Assignment: A complete, unaltered copy of the listing is needed. Write it out.

Given data:

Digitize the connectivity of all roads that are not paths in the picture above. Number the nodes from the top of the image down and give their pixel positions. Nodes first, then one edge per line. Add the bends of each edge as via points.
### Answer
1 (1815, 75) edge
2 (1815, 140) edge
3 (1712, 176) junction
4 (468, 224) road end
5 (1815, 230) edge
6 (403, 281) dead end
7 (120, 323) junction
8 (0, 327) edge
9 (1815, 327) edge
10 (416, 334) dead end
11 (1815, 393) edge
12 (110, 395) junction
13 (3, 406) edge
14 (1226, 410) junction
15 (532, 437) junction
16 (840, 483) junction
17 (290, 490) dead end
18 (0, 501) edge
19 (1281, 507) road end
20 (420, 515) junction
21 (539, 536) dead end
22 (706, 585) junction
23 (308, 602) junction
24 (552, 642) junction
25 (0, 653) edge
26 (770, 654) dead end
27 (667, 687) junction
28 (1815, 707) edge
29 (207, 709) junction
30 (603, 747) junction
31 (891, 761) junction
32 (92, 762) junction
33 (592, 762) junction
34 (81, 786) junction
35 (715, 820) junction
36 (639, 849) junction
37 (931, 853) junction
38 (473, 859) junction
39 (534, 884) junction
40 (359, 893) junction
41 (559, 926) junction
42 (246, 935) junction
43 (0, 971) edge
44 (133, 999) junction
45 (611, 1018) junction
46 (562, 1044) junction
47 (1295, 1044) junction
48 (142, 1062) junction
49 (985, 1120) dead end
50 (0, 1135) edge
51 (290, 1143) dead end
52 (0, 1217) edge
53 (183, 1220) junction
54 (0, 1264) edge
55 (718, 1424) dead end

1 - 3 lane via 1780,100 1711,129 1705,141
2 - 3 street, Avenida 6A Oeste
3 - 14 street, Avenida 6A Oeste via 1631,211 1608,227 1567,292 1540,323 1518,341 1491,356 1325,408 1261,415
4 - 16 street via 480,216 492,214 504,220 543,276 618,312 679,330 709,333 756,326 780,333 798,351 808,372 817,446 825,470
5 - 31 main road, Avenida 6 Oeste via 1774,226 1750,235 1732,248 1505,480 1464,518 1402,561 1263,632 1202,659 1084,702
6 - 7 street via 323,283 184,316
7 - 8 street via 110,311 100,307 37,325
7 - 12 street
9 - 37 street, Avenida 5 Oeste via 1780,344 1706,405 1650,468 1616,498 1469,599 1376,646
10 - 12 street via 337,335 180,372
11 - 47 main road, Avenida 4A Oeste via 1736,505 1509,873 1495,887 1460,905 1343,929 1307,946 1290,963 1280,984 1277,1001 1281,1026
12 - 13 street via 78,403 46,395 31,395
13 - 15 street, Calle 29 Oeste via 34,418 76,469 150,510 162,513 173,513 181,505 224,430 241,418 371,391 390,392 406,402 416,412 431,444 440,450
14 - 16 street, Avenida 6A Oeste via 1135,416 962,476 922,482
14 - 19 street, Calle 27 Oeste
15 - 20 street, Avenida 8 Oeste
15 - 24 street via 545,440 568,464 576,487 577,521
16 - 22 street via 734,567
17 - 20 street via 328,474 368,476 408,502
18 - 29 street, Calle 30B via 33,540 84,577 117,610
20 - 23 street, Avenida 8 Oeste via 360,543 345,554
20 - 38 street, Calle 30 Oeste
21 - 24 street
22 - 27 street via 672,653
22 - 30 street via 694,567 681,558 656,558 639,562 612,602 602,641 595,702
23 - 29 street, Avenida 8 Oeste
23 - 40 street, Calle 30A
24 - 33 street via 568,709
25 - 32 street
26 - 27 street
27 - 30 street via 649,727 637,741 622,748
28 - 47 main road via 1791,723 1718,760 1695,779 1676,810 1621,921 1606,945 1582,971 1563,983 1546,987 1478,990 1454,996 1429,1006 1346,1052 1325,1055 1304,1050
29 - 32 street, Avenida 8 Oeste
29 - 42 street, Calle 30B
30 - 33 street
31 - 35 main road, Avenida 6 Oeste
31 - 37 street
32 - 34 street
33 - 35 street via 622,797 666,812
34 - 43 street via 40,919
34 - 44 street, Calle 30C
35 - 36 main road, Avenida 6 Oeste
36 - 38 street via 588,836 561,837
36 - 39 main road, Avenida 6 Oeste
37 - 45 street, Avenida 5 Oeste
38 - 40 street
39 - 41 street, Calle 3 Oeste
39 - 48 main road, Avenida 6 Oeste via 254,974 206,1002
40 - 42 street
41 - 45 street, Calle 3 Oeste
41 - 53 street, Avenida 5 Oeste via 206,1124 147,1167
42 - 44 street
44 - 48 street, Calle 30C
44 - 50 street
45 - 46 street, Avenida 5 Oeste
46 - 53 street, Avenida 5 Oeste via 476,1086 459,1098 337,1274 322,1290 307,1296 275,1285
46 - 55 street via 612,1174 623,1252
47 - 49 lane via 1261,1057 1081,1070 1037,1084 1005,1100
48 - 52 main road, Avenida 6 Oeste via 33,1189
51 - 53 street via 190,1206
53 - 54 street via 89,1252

Answer section:
Digitize the connectivity of all roads that are not paths in the picture above. Number the nodes from the top of the image down and give their pixel positions. Nodes first, then one edge per line. Add the bends of each edge as via points.
### Answer
1 (1815, 75) edge
2 (1815, 140) edge
3 (1712, 176) junction
4 (468, 224) road end
5 (1815, 230) edge
6 (403, 281) dead end
7 (120, 323) junction
8 (0, 327) edge
9 (1815, 327) edge
10 (416, 334) dead end
11 (1815, 393) edge
12 (110, 395) junction
13 (3, 406) edge
14 (1226, 410) junction
15 (532, 437) junction
16 (840, 483) junction
17 (290, 490) dead end
18 (0, 501) edge
19 (1281, 507) road end
20 (420, 515) junction
21 (539, 536) dead end
22 (706, 585) junction
23 (308, 602) junction
24 (552, 642) junction
25 (0, 653) edge
26 (770, 654) dead end
27 (667, 687) junction
28 (1815, 707) edge
29 (207, 709) junction
30 (603, 747) junction
31 (891, 761) junction
32 (92, 762) junction
33 (592, 762) junction
34 (81, 786) junction
35 (715, 820) junction
36 (639, 849) junction
37 (931, 853) junction
38 (473, 859) junction
39 (534, 884) junction
40 (359, 893) junction
41 (559, 926) junction
42 (246, 935) junction
43 (0, 971) edge
44 (133, 999) junction
45 (611, 1018) junction
46 (562, 1044) junction
47 (1295, 1044) junction
48 (142, 1062) junction
49 (985, 1120) dead end
50 (0, 1135) edge
51 (290, 1143) dead end
52 (0, 1217) edge
53 (183, 1220) junction
54 (0, 1264) edge
55 (718, 1424) dead end

1 - 3 lane via 1780,100 1711,129 1705,141
2 - 3 street, Avenida 6A Oeste
3 - 14 street, Avenida 6A Oeste via 1631,211 1608,227 1567,292 1540,323 1518,341 1491,356 1325,408 1261,415
4 - 16 street via 480,216 492,214 504,220 543,276 618,312 679,330 709,333 756,326 780,333 798,351 808,372 817,446 825,470
5 - 31 main road, Avenida 6 Oeste via 1774,226 1750,235 1732,248 1505,480 1464,518 1402,561 1263,632 1202,659 1084,702
6 - 7 street via 323,283 184,316
7 - 8 street via 110,311 100,307 37,325
7 - 12 street
9 - 37 street, Avenida 5 Oeste via 1780,344 1706,405 1650,468 1616,498 1469,599 1376,646
10 - 12 street via 337,335 180,372
11 - 47 main road, Avenida 4A Oeste via 1736,505 1509,873 1495,887 1460,905 1343,929 1307,946 1290,963 1280,984 1277,1001 1281,1026
12 - 13 street via 78,403 46,395 31,395
13 - 15 street, Calle 29 Oeste via 34,418 76,469 150,510 162,513 173,513 181,505 224,430 241,418 371,391 390,392 406,402 416,412 431,444 440,450
14 - 16 street, Avenida 6A Oeste via 1135,416 962,476 922,482
14 - 19 street, Calle 27 Oeste
15 - 20 street, Avenida 8 Oeste
15 - 24 street via 545,440 568,464 576,487 577,521
16 - 22 street via 734,567
17 - 20 street via 328,474 368,476 408,502
18 - 29 street, Calle 30B via 33,540 84,577 117,610
20 - 23 street, Avenida 8 Oeste via 360,543 345,554
20 - 38 street, Calle 30 Oeste
21 - 24 street
22 - 27 street via 672,653
22 - 30 street via 694,567 681,558 656,558 639,562 612,602 602,641 595,702
23 - 29 street, Avenida 8 Oeste
23 - 40 street, Calle 30A
24 - 33 street via 568,709
25 - 32 street
26 - 27 street
27 - 30 street via 649,727 637,741 622,748
28 - 47 main road via 1791,723 1718,760 1695,779 1676,810 1621,921 1606,945 1582,971 1563,983 1546,987 1478,990 1454,996 1429,1006 1346,1052 1325,1055 1304,1050
29 - 32 street, Avenida 8 Oeste
29 - 42 street, Calle 30B
30 - 33 street
31 - 35 main road, Avenida 6 Oeste
31 - 37 street
32 - 34 street
33 - 35 street via 622,797 666,812
34 - 43 street via 40,919
34 - 44 street, Calle 30C
35 - 36 main road, Avenida 6 Oeste
36 - 38 street via 588,836 561,837
36 - 39 main road, Avenida 6 Oeste
37 - 45 street, Avenida 5 Oeste
38 - 40 street
39 - 41 street, Calle 3 Oeste
39 - 48 main road, Avenida 6 Oeste via 254,974 206,1002
40 - 42 street
41 - 45 street, Calle 3 Oeste
41 - 53 street, Avenida 5 Oeste via 206,1124 147,1167
42 - 44 street
44 - 48 street, Calle 30C
44 - 50 street
45 - 46 street, Avenida 5 Oeste
46 - 53 street, Avenida 5 Oeste via 476,1086 459,1098 337,1274 322,1290 307,1296 275,1285
46 - 55 street via 612,1174 623,1252
47 - 49 lane via 1261,1057 1081,1070 1037,1084 1005,1100
48 - 52 main road, Avenida 6 Oeste via 33,1189
51 - 53 street via 190,1206
53 - 54 street via 89,1252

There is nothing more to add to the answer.